Habur’da başlayan ve güzel şeyler oluyor diye lanse edilen bu kara sürecin acı meyvelerini bugün Türk milletine yedirmeye çalışıyorlar…
Çözülme sürecinin başladığı günden bugüne uyarılarımızı görmezden gelen iktidar sahipleri bugünkü tablonun tek sorumlusudur. Pkk terör örgütünün, sizin övündüğünüz bu süreç sayesinde şehirler de ciddi derecede bir yapılanma sağlayacağını ve dağdan şehirlere ineceği yönündeki uyarılarımızı sağır sultan duyarken, ne yazık ki kara sarayın sultanı duymadı.

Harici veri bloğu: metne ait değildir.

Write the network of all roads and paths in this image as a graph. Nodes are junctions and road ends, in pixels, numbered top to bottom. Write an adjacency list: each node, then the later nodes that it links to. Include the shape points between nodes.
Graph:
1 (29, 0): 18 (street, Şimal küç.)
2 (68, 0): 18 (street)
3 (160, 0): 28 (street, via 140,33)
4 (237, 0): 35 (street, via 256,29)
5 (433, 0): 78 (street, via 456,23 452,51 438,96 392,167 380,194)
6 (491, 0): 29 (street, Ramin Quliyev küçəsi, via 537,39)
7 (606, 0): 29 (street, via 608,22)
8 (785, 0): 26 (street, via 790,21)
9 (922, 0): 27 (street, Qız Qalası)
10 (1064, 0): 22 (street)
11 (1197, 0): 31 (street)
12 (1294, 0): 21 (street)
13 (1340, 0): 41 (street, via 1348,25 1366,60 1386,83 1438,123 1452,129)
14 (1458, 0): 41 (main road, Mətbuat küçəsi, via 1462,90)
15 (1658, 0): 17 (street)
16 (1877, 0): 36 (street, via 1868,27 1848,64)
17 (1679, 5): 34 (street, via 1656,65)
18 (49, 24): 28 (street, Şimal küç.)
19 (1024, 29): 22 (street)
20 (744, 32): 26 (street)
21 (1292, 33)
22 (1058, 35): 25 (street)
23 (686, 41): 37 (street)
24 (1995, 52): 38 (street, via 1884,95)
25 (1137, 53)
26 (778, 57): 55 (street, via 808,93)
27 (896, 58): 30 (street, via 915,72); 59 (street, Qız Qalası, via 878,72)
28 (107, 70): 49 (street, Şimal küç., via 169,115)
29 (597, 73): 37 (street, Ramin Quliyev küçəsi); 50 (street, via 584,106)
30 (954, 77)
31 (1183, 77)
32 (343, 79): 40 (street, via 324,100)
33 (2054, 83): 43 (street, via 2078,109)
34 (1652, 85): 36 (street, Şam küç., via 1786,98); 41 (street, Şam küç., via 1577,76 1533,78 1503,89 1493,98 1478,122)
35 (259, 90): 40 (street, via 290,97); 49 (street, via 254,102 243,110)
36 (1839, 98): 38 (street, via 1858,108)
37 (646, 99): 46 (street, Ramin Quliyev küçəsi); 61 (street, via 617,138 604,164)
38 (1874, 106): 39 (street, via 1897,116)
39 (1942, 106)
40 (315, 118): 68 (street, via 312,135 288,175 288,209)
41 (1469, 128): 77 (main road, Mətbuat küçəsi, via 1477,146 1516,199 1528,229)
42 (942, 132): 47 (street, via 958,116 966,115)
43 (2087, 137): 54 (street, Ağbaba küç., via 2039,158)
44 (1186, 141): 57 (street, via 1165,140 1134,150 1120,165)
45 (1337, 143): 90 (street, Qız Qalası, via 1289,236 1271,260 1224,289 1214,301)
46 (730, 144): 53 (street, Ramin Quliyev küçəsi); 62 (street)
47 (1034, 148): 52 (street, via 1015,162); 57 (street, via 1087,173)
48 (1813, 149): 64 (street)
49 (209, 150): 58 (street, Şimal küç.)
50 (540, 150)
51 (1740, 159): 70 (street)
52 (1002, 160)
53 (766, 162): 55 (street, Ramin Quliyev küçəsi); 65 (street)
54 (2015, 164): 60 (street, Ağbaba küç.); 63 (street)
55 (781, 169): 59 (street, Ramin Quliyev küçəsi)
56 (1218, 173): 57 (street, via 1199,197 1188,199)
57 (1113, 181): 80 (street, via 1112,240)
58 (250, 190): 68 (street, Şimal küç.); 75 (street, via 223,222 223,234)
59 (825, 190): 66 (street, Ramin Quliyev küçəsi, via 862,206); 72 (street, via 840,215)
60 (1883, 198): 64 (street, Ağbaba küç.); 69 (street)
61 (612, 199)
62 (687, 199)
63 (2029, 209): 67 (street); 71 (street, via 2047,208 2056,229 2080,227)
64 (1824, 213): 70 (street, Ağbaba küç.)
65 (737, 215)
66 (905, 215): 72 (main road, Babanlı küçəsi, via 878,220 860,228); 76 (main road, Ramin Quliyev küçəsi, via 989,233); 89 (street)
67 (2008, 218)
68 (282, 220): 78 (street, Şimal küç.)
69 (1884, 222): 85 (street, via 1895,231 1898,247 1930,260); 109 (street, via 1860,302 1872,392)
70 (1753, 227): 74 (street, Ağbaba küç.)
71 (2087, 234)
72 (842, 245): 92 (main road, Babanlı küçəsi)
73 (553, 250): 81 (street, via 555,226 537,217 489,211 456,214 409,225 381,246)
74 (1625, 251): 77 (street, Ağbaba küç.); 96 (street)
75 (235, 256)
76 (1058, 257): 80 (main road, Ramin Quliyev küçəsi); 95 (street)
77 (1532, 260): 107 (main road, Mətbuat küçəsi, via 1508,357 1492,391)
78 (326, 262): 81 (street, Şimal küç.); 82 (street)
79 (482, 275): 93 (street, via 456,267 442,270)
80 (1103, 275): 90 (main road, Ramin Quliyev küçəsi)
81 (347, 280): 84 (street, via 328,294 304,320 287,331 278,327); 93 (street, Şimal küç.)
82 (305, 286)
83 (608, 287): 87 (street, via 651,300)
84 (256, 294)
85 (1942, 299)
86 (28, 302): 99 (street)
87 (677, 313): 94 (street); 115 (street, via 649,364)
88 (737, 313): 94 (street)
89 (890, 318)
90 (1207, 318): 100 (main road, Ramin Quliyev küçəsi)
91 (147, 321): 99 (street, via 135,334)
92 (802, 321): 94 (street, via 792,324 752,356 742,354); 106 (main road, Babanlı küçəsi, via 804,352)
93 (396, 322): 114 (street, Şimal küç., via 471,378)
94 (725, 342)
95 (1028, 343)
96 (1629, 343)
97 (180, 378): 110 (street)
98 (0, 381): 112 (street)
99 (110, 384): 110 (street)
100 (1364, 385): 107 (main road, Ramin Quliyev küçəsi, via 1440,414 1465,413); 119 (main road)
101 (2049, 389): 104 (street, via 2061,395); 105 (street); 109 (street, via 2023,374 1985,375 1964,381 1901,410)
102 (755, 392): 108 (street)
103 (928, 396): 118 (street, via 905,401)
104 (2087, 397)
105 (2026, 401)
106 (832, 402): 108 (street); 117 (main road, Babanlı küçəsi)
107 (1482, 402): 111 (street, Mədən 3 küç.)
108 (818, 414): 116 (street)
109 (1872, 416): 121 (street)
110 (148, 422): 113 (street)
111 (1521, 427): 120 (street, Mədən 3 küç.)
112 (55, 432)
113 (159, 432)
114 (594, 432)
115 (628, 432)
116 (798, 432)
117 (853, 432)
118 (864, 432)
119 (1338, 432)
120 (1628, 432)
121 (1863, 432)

Bu uyarılarımız o günler de dikkate alınmış olsa idi bugün Şırnak’ta polisimizin giremediği, pkk’nın hakimiyet sağladığı sokak ve mahalleler olmazdı. Tabi sadece bizim uyarılarımız değil, yetkililere sunulan bir de istihbarat raporları var.
Hadi canım polisin, askerin giremediği yer olur mu dediğinizi duyar gibiyim. Hemen bu konuya açıklık getireyim. Hemen hemen tüm mahallelerde hendekler kazılı ve barikatlar var. İlginç ama görüntü alınamasın diye mahalle aralarına çekilen perdeler var. Bunla kalsa iyi. Bu hendeklere ve barikatlara tuzaklanmış tahrip gücü yüksek el yapımı mayınlar var. Ellerinde keleşlerle nöbet tutan yaşları 14 ile 17 arasında olan çocuklar var.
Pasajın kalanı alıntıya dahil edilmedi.